Em outros capítulos deste blog, em outras postagens, há mais dados sobre as teorias da translação e da designação.

Vejamos, neste capítulo, a teoria mista de Leclercq e principalmente de Desqueyrati, que ilustram claramente os pontos comuns a estas doutrinas.

Desqueyrati, no livro “Doctrina política de la Iglesia” (Bilbao, Ed. Desclée de Brouwer, 1966, T. I, pgs. 125/141), ensina que o poder político vem de Deus, mas não por uma intervenção extraordinária da Providência, e sim por meios naturais, pela lei natural, pela razão, consenso e natureza, pelas ideias do povo. A “autoridade” é uma posição (posto, cargo) com funções, deveres.
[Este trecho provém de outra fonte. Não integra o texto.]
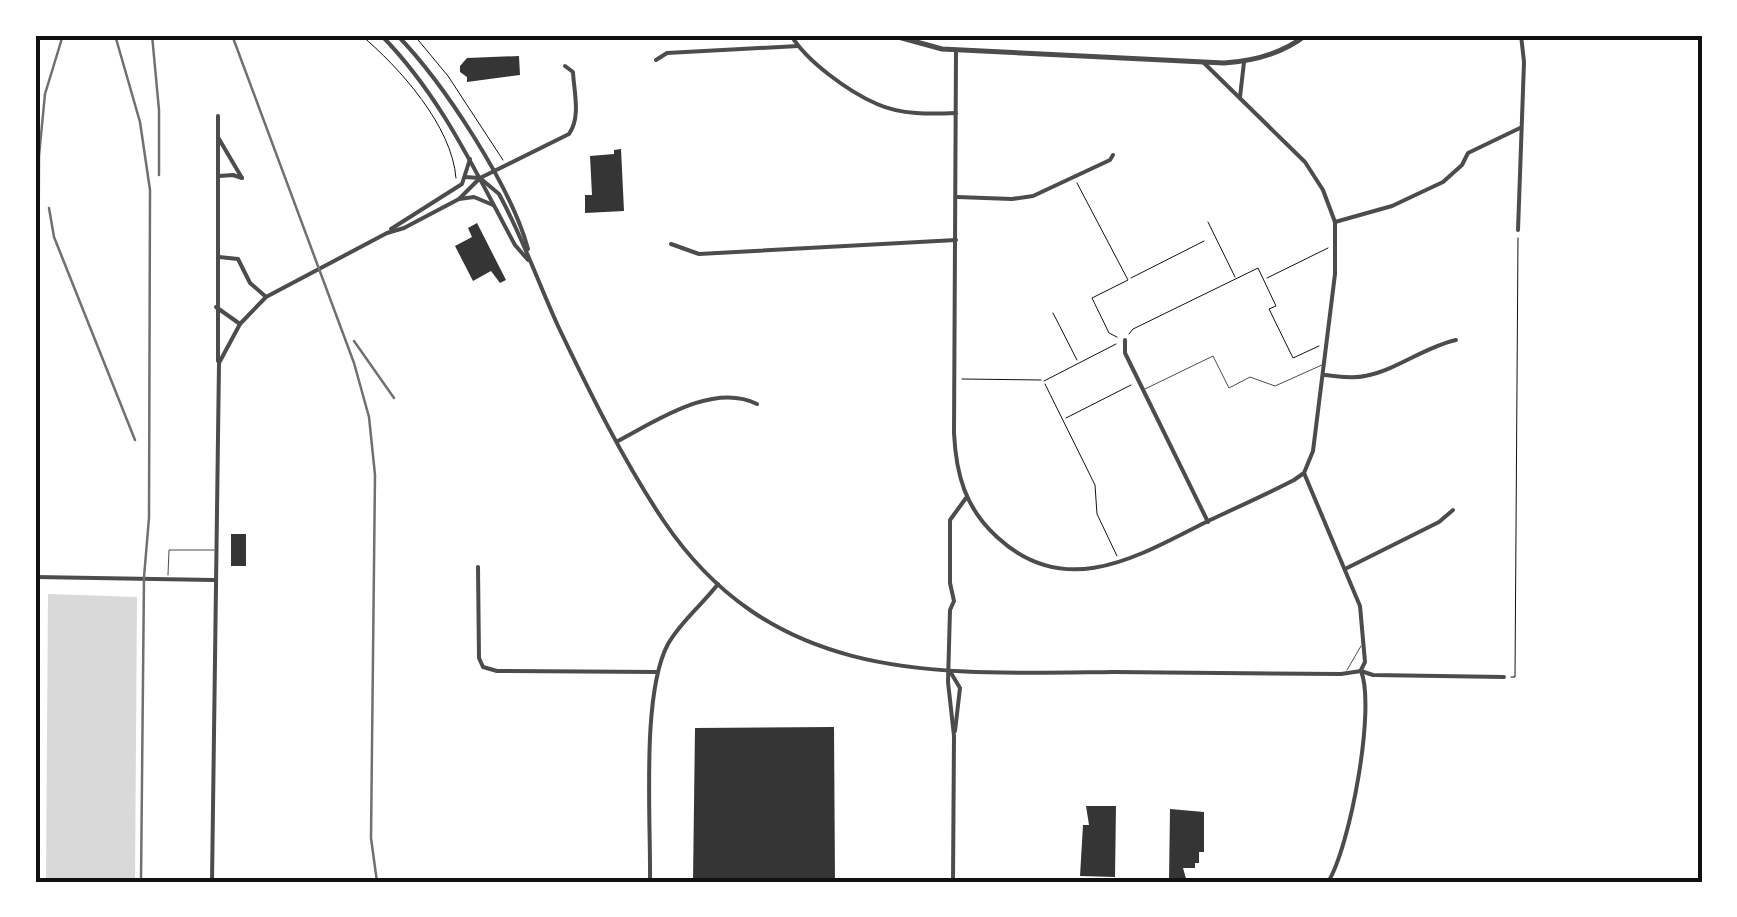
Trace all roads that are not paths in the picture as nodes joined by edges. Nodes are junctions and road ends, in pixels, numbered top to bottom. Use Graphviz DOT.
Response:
graph roads {
  1 [pos="381,35"];
  2 [pos="398,35"];
  3 [pos="792,35"];
  4 [pos="891,35"];
  5 [pos="1306,35"];
  6 [pos="1522,35"];
  7 [pos="798,46"];
  8 [pos="956,49"];
  9 [pos="656,60"];
  10 [pos="1203,62"];
  11 [pos="1244,62"];
  12 [pos="565,66"];
  13 [pos="1240,97"];
  14 [pos="956,113"];
  15 [pos="218,116"];
  16 [pos="1520,128"];
  17 [pos="219,138"];
  18 [pos="1112,155"];
  19 [pos="470,159"];
  20 [pos="493,173"];
  21 [pos="219,176"];
  22 [pos="465,176"];
  23 [pos="480,178"];
  24 [pos="957,197"];
  25 [pos="459,199"];
  26 [pos="494,205"];
  27 [pos="1335,222"];
  28 [pos="1518,230"];
  29 [pos="386,232"];
  30 [pos="956,240"];
  31 [pos="671,244"];
  32 [pos="219,257"];
  33 [pos="531,264"];
  34 [pos="266,297"];
  35 [pos="216,307"];
  36 [pos="240,324"];
  37 [pos="1125,340"];
  38 [pos="1456,340"];
  39 [pos="219,363"];
  40 [pos="1324,364"];
  41 [pos="1324,374"];
  42 [pos="1142,390"];
  43 [pos="757,404"];
  44 [pos="618,441"];
  45 [pos="1304,473"];
  46 [pos="966,498"];
  47 [pos="1453,510"];
  48 [pos="1208,522"];
  49 [pos="214,550"];
  50 [pos="478,567"];
  51 [pos="1344,569"];
  52 [pos="35,577"];
  53 [pos="168,578"];
  54 [pos="214,580"];
  55 [pos="718,584"];
  56 [pos="1365,639"];
  57 [pos="1361,671"];
  58 [pos="657,672"];
  59 [pos="950,672"];
  60 [pos="1341,674"];
  61 [pos="1504,676"];
  62 [pos="954,736"];
  63 [pos="212,882"];
  64 [pos="650,882"];
  65 [pos="953,882"];
  66 [pos="1328,882"];
  1 -- 19 [label="street"];
  2 -- 20 [label="street"];
  3 -- 7 [label="street"];
  4 -- 8 [label="street"];
  5 -- 11 [label="street"];
  6 -- 16 [label="street"];
  7 -- 9 [label="street"];
  7 -- 14 [label="street"];
  8 -- 10 [label="street"];
  8 -- 14 [label="street"];
  10 -- 11 [label="street"];
  10 -- 13 [label="street"];
  11 -- 13 [label="street"];
  12 -- 20 [label="street"];
  13 -- 27 [label="street"];
  14 -- 24 [label="street"];
  15 -- 17 [label="street"];
  16 -- 27 [label="street"];
  16 -- 28 [label="street"];
  17 -- 21 [label="street"];
  17 -- 21 [label="street"];
  18 -- 24 [label="street"];
  19 -- 22 [label="street"];
  19 -- 23 [label="street"];
  20 -- 23 [label="street"];
  20 -- 33 [label="street"];
  21 -- 32 [label="street"];
  22 -- 23 [label="street"];
  22 -- 29 [label="street"];
  23 -- 25 [label="street"];
  23 -- 26 [label="street"];
  23 -- 33 [label="street"];
  24 -- 30 [label="street"];
  25 -- 26 [label="street"];
  25 -- 29 [label="street"];
  26 -- 33 [label="street"];
  27 -- 40 [label="street"];
  29 -- 34 [label="street"];
  30 -- 31 [label="street"];
  30 -- 46 [label="street"];
  32 -- 34 [label="street"];
  32 -- 35 [label="street"];
  33 -- 44 [label="street"];
  34 -- 36 [label="street"];
  35 -- 36 [label="street"];
  35 -- 39 [label="street"];
  36 -- 39 [label="street"];
  37 -- 42 [label="street"];
  38 -- 41 [label="street"];
  39 -- 49 [label="street"];
  40 -- 41 [label="street"];
  40 -- 42 [label="lane"];
  41 -- 45 [label="street"];
  42 -- 48 [label="street"];
  43 -- 44 [label="street"];
  44 -- 55 [label="street"];
  45 -- 48 [label="street"];
  45 -- 51 [label="street"];
  46 -- 48 [label="street"];
  46 -- 59 [label="street"];
  47 -- 51 [label="street"];
  49 -- 53 [label="lane"];
  49 -- 54 [label="street"];
  50 -- 58 [label="street"];
  51 -- 56 [label="street"];
  52 -- 53 [label="street"];
  53 -- 54 [label="street"];
  54 -- 63 [label="street"];
  55 -- 58 [label="street"];
  55 -- 59 [label="street"];
  56 -- 57 [label="street"];
  56 -- 60 [label="lane"];
  57 -- 60 [label="street"];
  57 -- 61 [label="street"];
  57 -- 66 [label="street"];
  58 -- 64 [label="street"];
  59 -- 60 [label="street"];
  59 -- 62 [label="street"];
  59 -- 62 [label="street"];
  62 -- 65 [label="street"];
}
Nenhuma pessoa tem direitos especiais ao poder.

Os cargos de autoridade (frações de poder) são funções (serviços), como ressaltou São Paulo, na “Carta aos romanos” (13,4), que chama até “o príncipe” (o que detém o principado, o cargo mais elevado) de “ministro”, servo, funcionário do povo.

Assim, o poder público (as formas concretas, tal como seus depositários, os agentes públicos) justifica-se (legitima-se) na medida em que o poder é exercido de acordo com a finalidade intrínseca do poder, na medida em que defende e promove o bem comum. Como o poder está vinculado ao bem das pessoas, a finalidade do poder implica na necessidade do consenso social. O consenso é justamente a aclamação constante do povo, a expressão popular que atesta que o exercício do poder atende ao bem do povo.
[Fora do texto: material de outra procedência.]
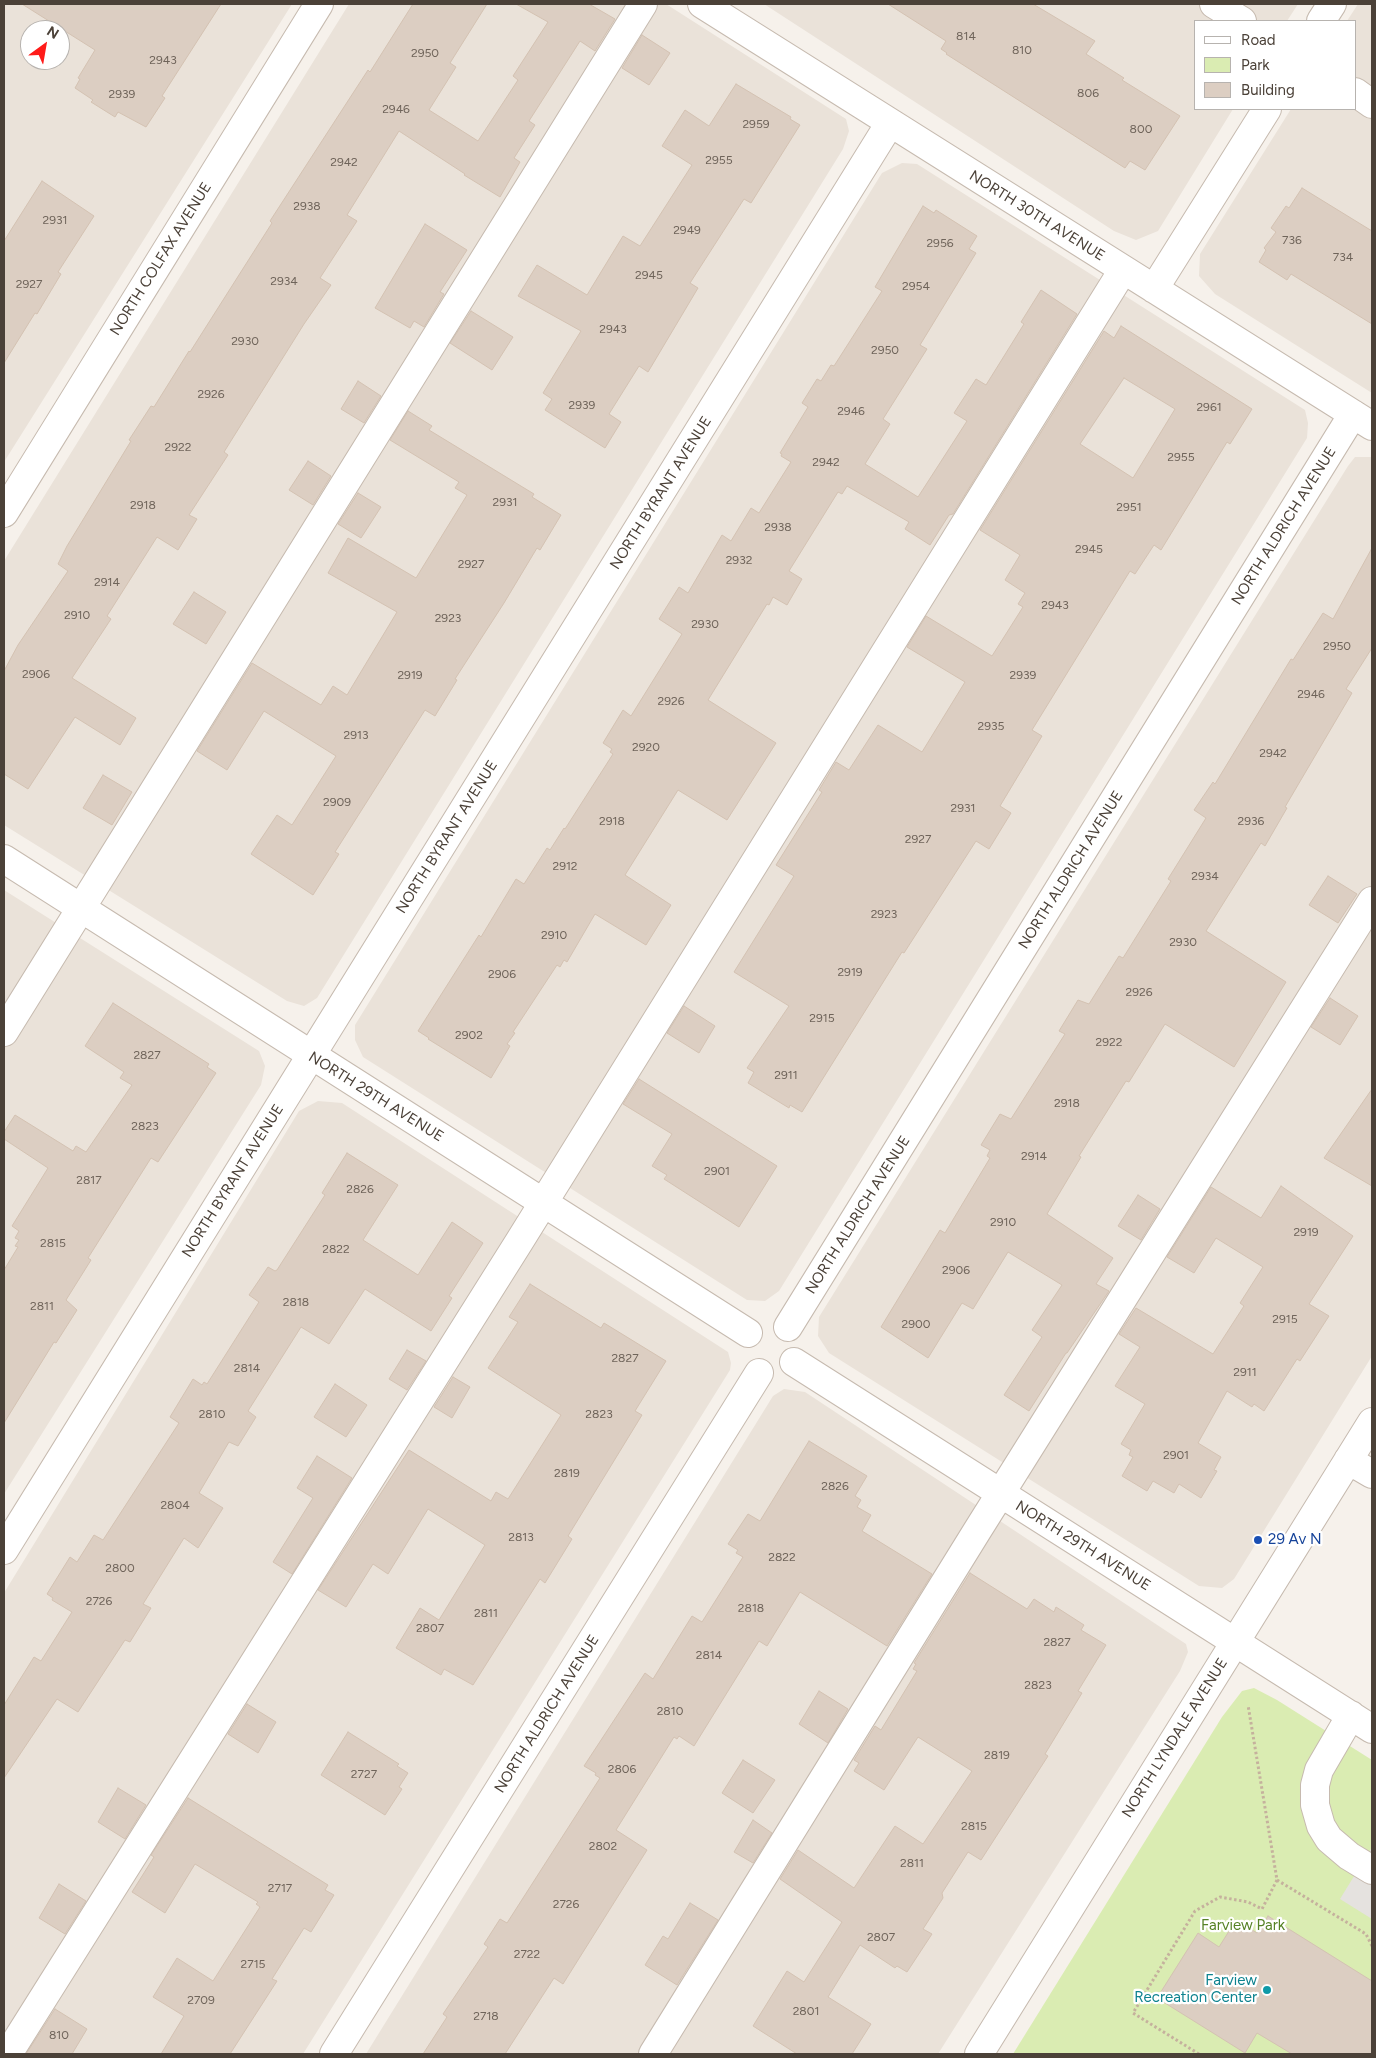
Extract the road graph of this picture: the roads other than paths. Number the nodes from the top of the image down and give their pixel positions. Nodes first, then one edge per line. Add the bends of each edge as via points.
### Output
1 (319, 4) edge
2 (643, 4) edge
3 (702, 4) edge
4 (1214, 4) edge
5 (1332, 4) edge
6 (1240, 20) edge
7 (1323, 20) edge
8 (1356, 93) edge
9 (1372, 104) edge
10 (1266, 110) edge
11 (890, 123) junction
12 (1123, 270) junction
13 (1154, 289) junction
14 (1363, 420) edge
15 (4, 513) edge
16 (4, 859) edge
17 (1372, 901) edge
18 (81, 909) junction
19 (4, 1032) edge
20 (311, 1056) junction
21 (544, 1203) junction
22 (788, 1327) junction
23 (748, 1333) junction
24 (794, 1362) junction
25 (759, 1373) junction
26 (1372, 1422) edge
27 (1348, 1460) junction
28 (1372, 1474) edge
29 (1000, 1494) junction
30 (4, 1550) edge
31 (1235, 1642) junction
32 (1362, 1722) edge
33 (1372, 1870) edge
34 (8, 2054) edge
35 (334, 2054) edge
36 (652, 2054) edge
37 (979, 2054) edge

1 - 15 street, NORTH COLFAX AVENUE
2 - 18 street
3 - 11 street, NORTH 30TH AVENUE
4 - 6 street
5 - 7 street
8 - 9 street
10 - 13 street
11 - 12 street, NORTH 30TH AVENUE
11 - 20 street, NORTH BYRANT AVENUE
12 - 13 street, NORTH 30TH AVENUE
12 - 21 street
13 - 14 street, NORTH 30TH AVENUE
14 - 22 street, NORTH ALDRICH AVENUE
16 - 18 street, NORTH 29TH AVENUE
17 - 29 street
18 - 19 street
18 - 20 street, NORTH 29TH AVENUE
20 - 21 street, NORTH 29TH AVENUE
20 - 30 street, NORTH BYRANT AVENUE
21 - 23 street, NORTH 29TH AVENUE
21 - 34 street
22 - 23 street via 771,1320 762,1322
22 - 24 street via 794,1332 798,1348
23 - 25 street via 744,1341 746,1360
24 - 25 street via 783,1373
24 - 29 street, NORTH 29TH AVENUE
25 - 35 street, NORTH ALDRICH AVENUE
26 - 27 street, NORTH LYNDALE AVENUE
27 - 28 street
27 - 31 street, NORTH LYNDALE AVENUE
29 - 31 street, NORTH 29TH AVENUE
29 - 36 street
31 - 32 street, NORTH 29TH AVENUE
31 - 37 street, NORTH LYNDALE AVENUE
32 - 33 street via 1319,1770 1315,1805 1329,1839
O mesmo vale para os postos de controle dos bens, para as posições da sociedade civil, que devem ser pautadas pela igualdade, pela mediania, sem grandes fortunas privadas, sem miséria, sem reificação. 

Da mesma forma, se os agentes públicos prejudicam o povo, prejudicando o bem da sociedade, esta pode depor estes agentes públicos ou mudar as formas positivas de poder, de Estado, de governo. Há inclusive o dever de participar da revoluções contra tiranias. 

A teoria mista, que adota o que há de comum nas duas teorias mais delineadas, foi esposada pela União Internacional de Estudos Sociais, de Malines, no “Código de Moral Política” (Santander, Ed. Sal Terrae, 1959, p. 29).

Trata-se de teoria democrática popular, que exige uma democracia popular, ligada aos interesses do povo, uma “politéia”, nos termos de Platão e Aristóteles (sendo também a opinião de Moisés), uma economia mista, um Estado social.